▸ **Data records**:
Segment Open
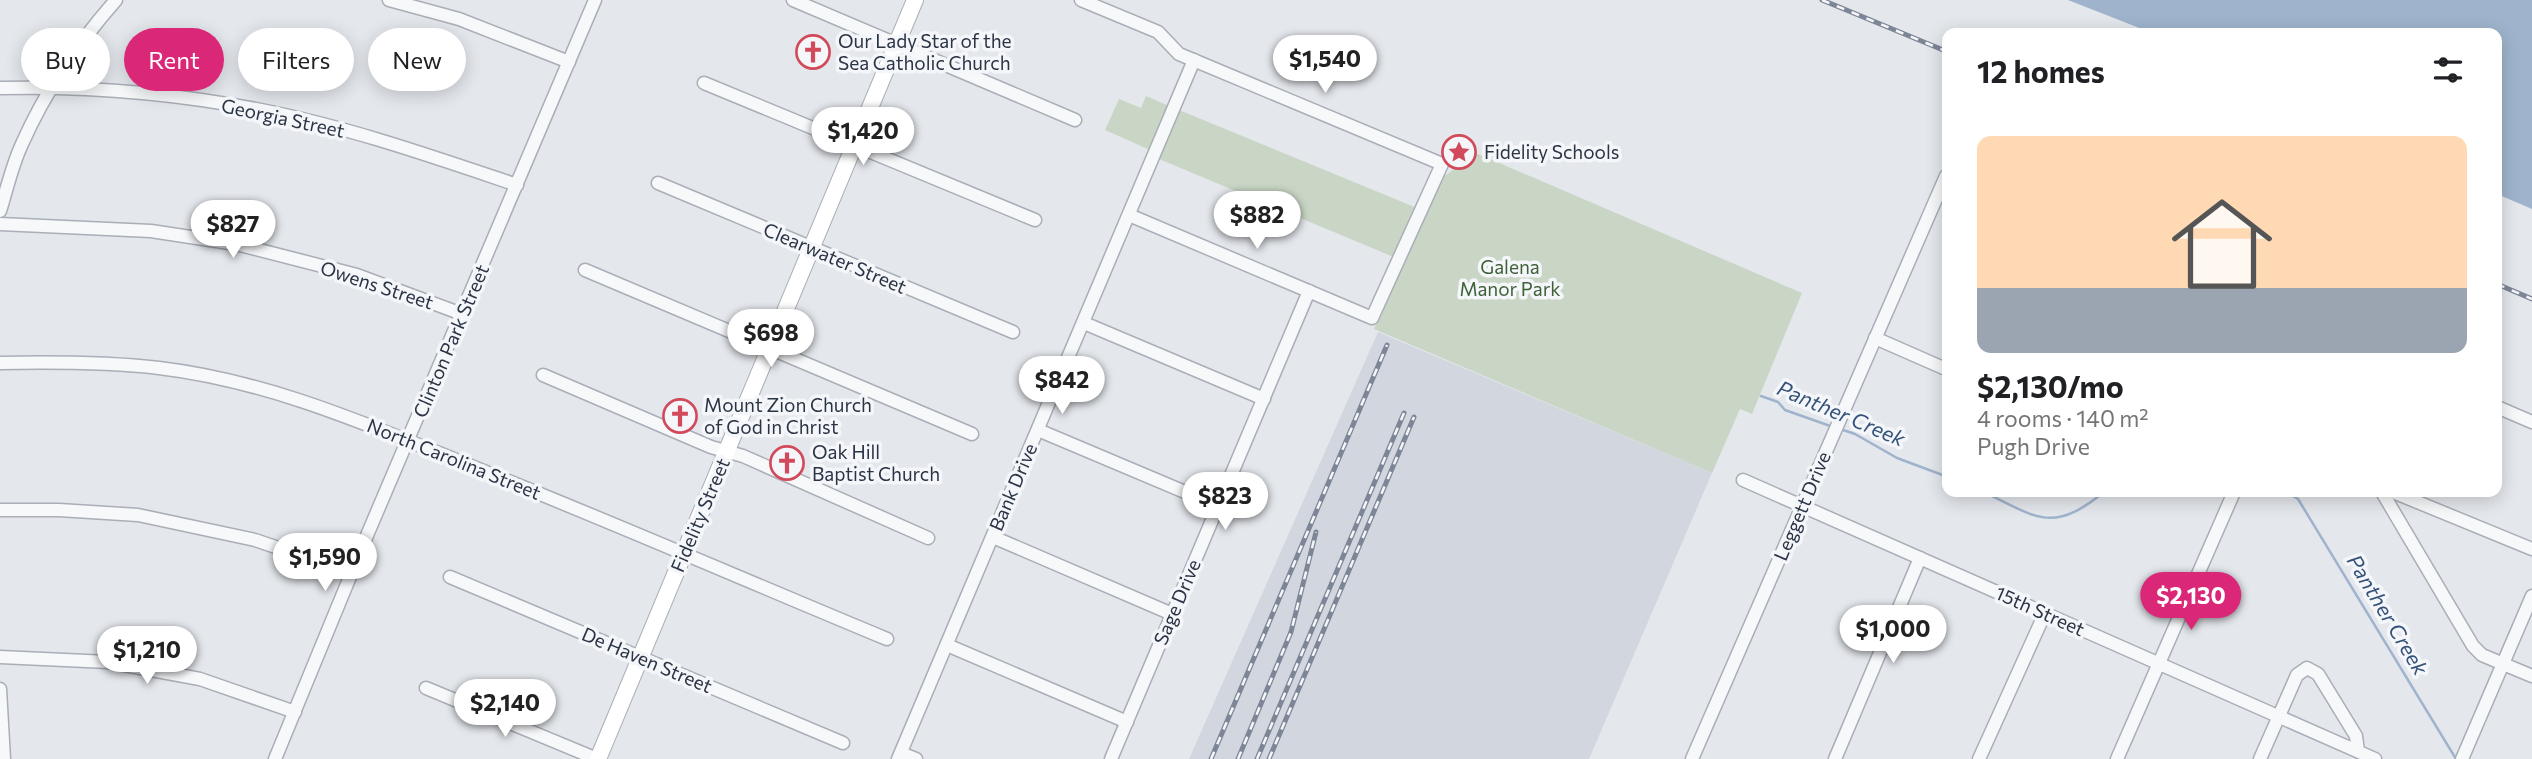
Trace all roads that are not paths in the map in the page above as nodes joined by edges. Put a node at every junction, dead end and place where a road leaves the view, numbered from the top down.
1 (116, 0) edge
2 (389, 0) edge
3 (595, 0) edge
4 (793, 0) edge
5 (915, 0) edge
6 (1082, 0) edge
7 (93, 28) edge
8 (898, 44) junction
9 (1195, 60) junction
10 (569, 62) junction
11 (704, 83) dead end
12 (0, 88) edge
13 (21, 88) edge
14 (49, 91) edge
15 (109, 91) edge
16 (1075, 120) dead end
17 (854, 145) junction
18 (658, 183) dead end
19 (517, 185) junction
20 (1942, 187) edge
21 (0, 211) edge
22 (1129, 215) junction
23 (1035, 220) dead end
24 (0, 223) edge
25 (812, 248) junction
26 (585, 270) dead end
27 (1310, 292) junction
28 (462, 314) junction
29 (1084, 323) junction
30 (1013, 332) dead end
31 (1875, 338) junction
32 (769, 350) junction
33 (0, 363) edge
34 (1942, 367) edge
35 (543, 375) dead end
36 (1264, 399) junction
37 (2502, 409) edge
38 (2532, 422) edge
39 (1038, 430) junction
40 (972, 434) dead end
41 (408, 440) junction
42 (727, 452) junction
43 (1743, 480) dead end
44 (2232, 497) edge
45 (2385, 497) edge
46 (2405, 497) edge
47 (1218, 506) junction
48 (1802, 506) junction
49 (0, 510) edge
50 (992, 537) junction
51 (928, 538) dead end
52 (2532, 549) edge
53 (682, 554) junction
54 (1920, 558) junction
55 (352, 573) junction
56 (450, 577) dead end
57 (2532, 596) edge
58 (2045, 613) junction
59 (1172, 614) junction
60 (887, 639) dead end
61 (947, 645) junction
62 (0, 657) edge
63 (641, 657) junction
64 (2159, 663) junction
65 (2503, 664) junction
66 (2532, 676) edge
67 (426, 688) dead end
68 (0, 689) edge
69 (295, 712) junction
70 (2279, 716) junction
71 (1127, 722) junction
72 (843, 743) dead end
73 (2358, 751) junction
74 (2463, 755) edge
75 (900, 756) edge
76 (4, 759) edge
77 (275, 759) edge
78 (597, 759) edge
79 (916, 759) edge
80 (1111, 759) edge
81 (1692, 759) edge
82 (1835, 759) edge
83 (1979, 759) edge
84 (2117, 759) edge
85 (2260, 759) edge
86 (2375, 759) edge

1 - 7 street
2 - 10 street
3 - 10 street, Clinton Park Street
4 - 8 street
5 - 8 main road, Fidelity Street
6 - 9 street
8 - 16 street
8 - 17 main road, Fidelity Street
9 - 22 street, Bank Drive
9 - 27 street
10 - 19 street, Clinton Park Street
11 - 17 street
12 - 13 street, Georgia Street
14 - 21 street
15 - 19 street, Georgia Street
17 - 23 street
17 - 25 main road, Fidelity Street
18 - 25 street, Clearwater Street
19 - 28 street, Clinton Park Street
20 - 31 street, Leggett Drive
22 - 27 street
22 - 29 street, Bank Drive
24 - 28 street, Owens Street
25 - 30 street, Clearwater Street
25 - 32 main road, Fidelity Street
26 - 32 street
27 - 36 street, Sage Drive
28 - 41 street, Clinton Park Street
29 - 36 street
29 - 39 street, Bank Drive
31 - 34 street
31 - 48 street, Leggett Drive
32 - 40 street
32 - 42 main road, Fidelity Street
33 - 41 street, North Carolina Street
35 - 42 street
36 - 47 street, Sage Drive
37 - 38 street
39 - 47 street
39 - 50 street, Bank Drive
41 - 53 street, North Carolina Street
41 - 55 street, Clinton Park Street
42 - 51 street
42 - 53 main road, Fidelity Street
43 - 48 street, 15th Street
44 - 64 street
45 - 65 street
46 - 52 street
47 - 59 street, Sage Drive
48 - 54 street, 15th Street
48 - 81 street, Leggett Drive
49 - 55 street
50 - 59 street
50 - 61 street, Bank Drive
53 - 60 street, North Carolina Street
53 - 63 main road, Fidelity Street
54 - 58 street, 15th Street
54 - 82 street
55 - 69 street, Clinton Park Street
56 - 63 street, De Haven Street
57 - 65 street
58 - 64 street, 15th Street
58 - 83 street
59 - 71 street, Sage Drive
61 - 71 street
61 - 75 street, Bank Drive
62 - 69 street
63 - 72 street, De Haven Street
63 - 78 main road, Fidelity Street
64 - 70 street, 15th Street
64 - 84 street
65 - 66 street
65 - 74 street
67 - 78 street
68 - 76 street
69 - 77 street, Clinton Park Street
70 - 73 street, 15th Street
70 - 73 street
70 - 85 street
71 - 80 street, Sage Drive
73 - 86 street, 15th Street
75 - 79 street

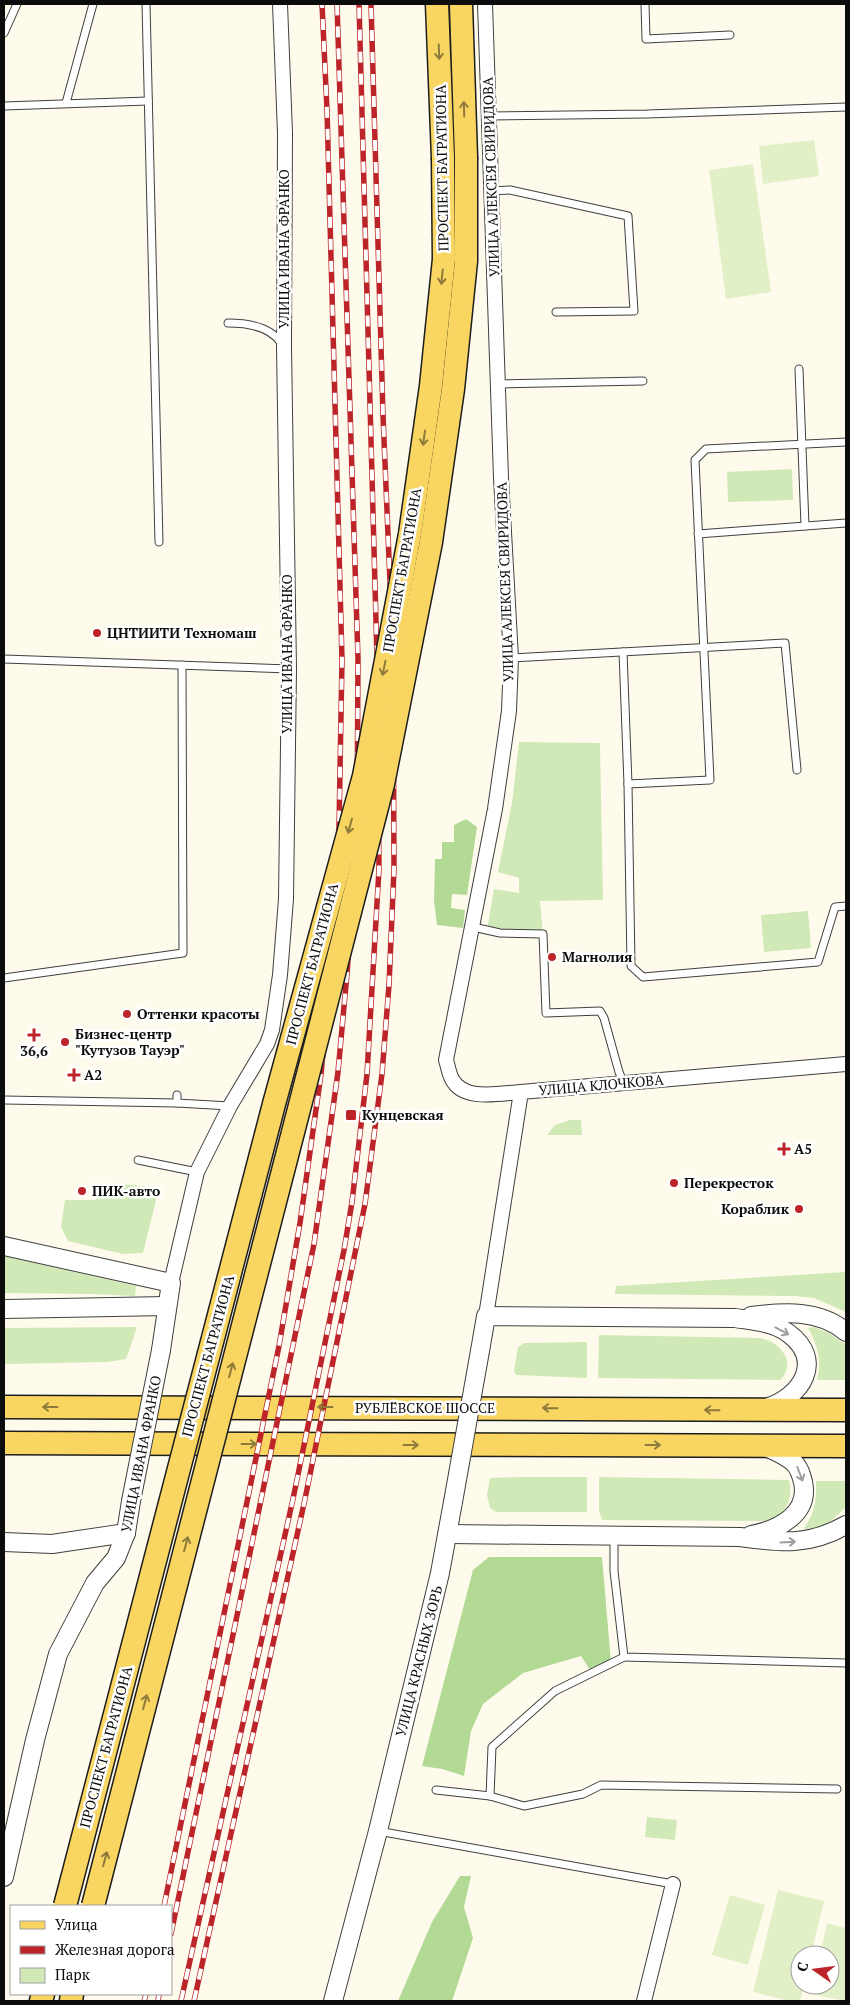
Segment Closed
▸ **Task goal**: Please copy every entry exactly, without the pictures.

▸ **Answer to this problem**:
Trace all roads that are not paths in the map in the page above as nodes joined by edges. Put a node at every junction, dead end and place where a road leaves the view, numbered from the top down.
1 (116, 0) edge
2 (389, 0) edge
3 (595, 0) edge
4 (793, 0) edge
5 (915, 0) edge
6 (1082, 0) edge
7 (93, 28) edge
8 (898, 44) junction
9 (1195, 60) junction
10 (569, 62) junction
11 (704, 83) dead end
12 (0, 88) edge
13 (21, 88) edge
14 (49, 91) edge
15 (109, 91) edge
16 (1075, 120) dead end
17 (854, 145) junction
18 (658, 183) dead end
19 (517, 185) junction
20 (1942, 187) edge
21 (0, 211) edge
22 (1129, 215) junction
23 (1035, 220) dead end
24 (0, 223) edge
25 (812, 248) junction
26 (585, 270) dead end
27 (1310, 292) junction
28 (462, 314) junction
29 (1084, 323) junction
30 (1013, 332) dead end
31 (1875, 338) junction
32 (769, 350) junction
33 (0, 363) edge
34 (1942, 367) edge
35 (543, 375) dead end
36 (1264, 399) junction
37 (2502, 409) edge
38 (2532, 422) edge
39 (1038, 430) junction
40 (972, 434) dead end
41 (408, 440) junction
42 (727, 452) junction
43 (1743, 480) dead end
44 (2232, 497) edge
45 (2385, 497) edge
46 (2405, 497) edge
47 (1218, 506) junction
48 (1802, 506) junction
49 (0, 510) edge
50 (992, 537) junction
51 (928, 538) dead end
52 (2532, 549) edge
53 (682, 554) junction
54 (1920, 558) junction
55 (352, 573) junction
56 (450, 577) dead end
57 (2532, 596) edge
58 (2045, 613) junction
59 (1172, 614) junction
60 (887, 639) dead end
61 (947, 645) junction
62 (0, 657) edge
63 (641, 657) junction
64 (2159, 663) junction
65 (2503, 664) junction
66 (2532, 676) edge
67 (426, 688) dead end
68 (0, 689) edge
69 (295, 712) junction
70 (2279, 716) junction
71 (1127, 722) junction
72 (843, 743) dead end
73 (2358, 751) junction
74 (2463, 755) edge
75 (900, 756) edge
76 (4, 759) edge
77 (275, 759) edge
78 (597, 759) edge
79 (916, 759) edge
80 (1111, 759) edge
81 (1692, 759) edge
82 (1835, 759) edge
83 (1979, 759) edge
84 (2117, 759) edge
85 (2260, 759) edge
86 (2375, 759) edge

1 - 7 street
2 - 10 street
3 - 10 street, Clinton Park Street
4 - 8 street
5 - 8 main road, Fidelity Street
6 - 9 street
8 - 16 street
8 - 17 main road, Fidelity Street
9 - 22 street, Bank Drive
9 - 27 street
10 - 19 street, Clinton Park Street
11 - 17 street
12 - 13 street, Georgia Street
14 - 21 street
15 - 19 street, Georgia Street
17 - 23 street
17 - 25 main road, Fidelity Street
18 - 25 street, Clearwater Street
19 - 28 street, Clinton Park Street
20 - 31 street, Leggett Drive
22 - 27 street
22 - 29 street, Bank Drive
24 - 28 street, Owens Street
25 - 30 street, Clearwater Street
25 - 32 main road, Fidelity Street
26 - 32 street
27 - 36 street, Sage Drive
28 - 41 street, Clinton Park Street
29 - 36 street
29 - 39 street, Bank Drive
31 - 34 street
31 - 48 street, Leggett Drive
32 - 40 street
32 - 42 main road, Fidelity Street
33 - 41 street, North Carolina Street
35 - 42 street
36 - 47 street, Sage Drive
37 - 38 street
39 - 47 street
39 - 50 street, Bank Drive
41 - 53 street, North Carolina Street
41 - 55 street, Clinton Park Street
42 - 51 street
42 - 53 main road, Fidelity Street
43 - 48 street, 15th Street
44 - 64 street
45 - 65 street
46 - 52 street
47 - 59 street, Sage Drive
48 - 54 street, 15th Street
48 - 81 street, Leggett Drive
49 - 55 street
50 - 59 street
50 - 61 street, Bank Drive
53 - 60 street, North Carolina Street
53 - 63 main road, Fidelity Street
54 - 58 street, 15th Street
54 - 82 street
55 - 69 street, Clinton Park Street
56 - 63 street, De Haven Street
57 - 65 street
58 - 64 street, 15th Street
58 - 83 street
59 - 71 street, Sage Drive
61 - 71 street
61 - 75 street, Bank Drive
62 - 69 street
63 - 72 street, De Haven Street
63 - 78 main road, Fidelity Street
64 - 70 street, 15th Street
64 - 84 street
65 - 66 street
65 - 74 street
67 - 78 street
68 - 76 street
69 - 77 street, Clinton Park Street
70 - 73 street, 15th Street
70 - 73 street
70 - 85 street
71 - 80 street, Sage Drive
73 - 86 street, 15th Street
75 - 79 street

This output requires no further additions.